今から10年くらい前のこと、私は、『ザッポスの奇跡』という本を書いた。当時、アメリカのビジネス界に旋風を巻き起こしていた「ザッポス」という靴のネット通販会社の「企業文化戦略」についての本だ。

より正確にいえば、私とザッポスとの出会いは、ザッポスがブレークするちょっと前、まだ、「ザッポス」という社名が、アメリカのビジネス界においてもまだ比較的無名だった頃だった。幸いなことに、ラスベガスで開催された『コミュニティ2.0』というテクノロジー寄りのカンファレンスで、ザッポスの若きカリスマCEO、トニー・シェイのスピーチを聴く機会に出くわした。
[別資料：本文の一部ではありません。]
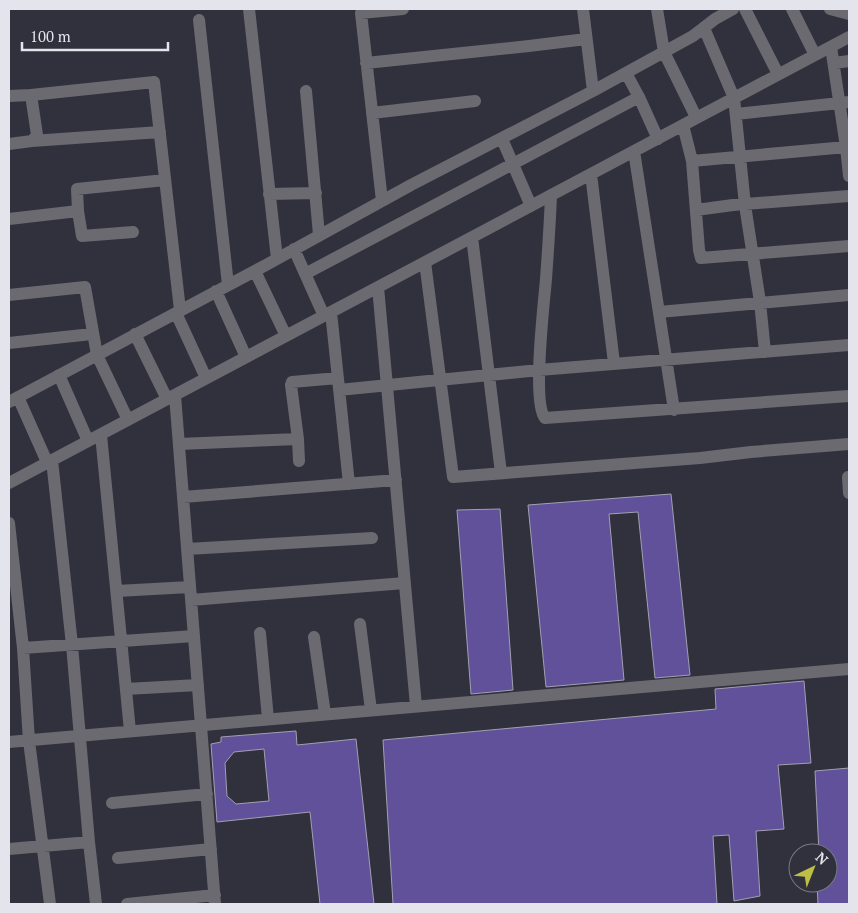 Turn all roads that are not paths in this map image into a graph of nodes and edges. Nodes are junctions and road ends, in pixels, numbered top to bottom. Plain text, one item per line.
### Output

「ザッポスでは、企業文化を戦略としてWOW(驚嘆)のサービスを顧客に提供し、創設から10年間で年商1,000億円に手が届く企業に成長した」

という意味のことを型破りのサービスの逸話を交えながら飄々と語るトニーに魅了され、スピーチが終わるなり挨拶をして、ザッポスを見学に行く約束を取り付けたのだった。2008年5月のことだ。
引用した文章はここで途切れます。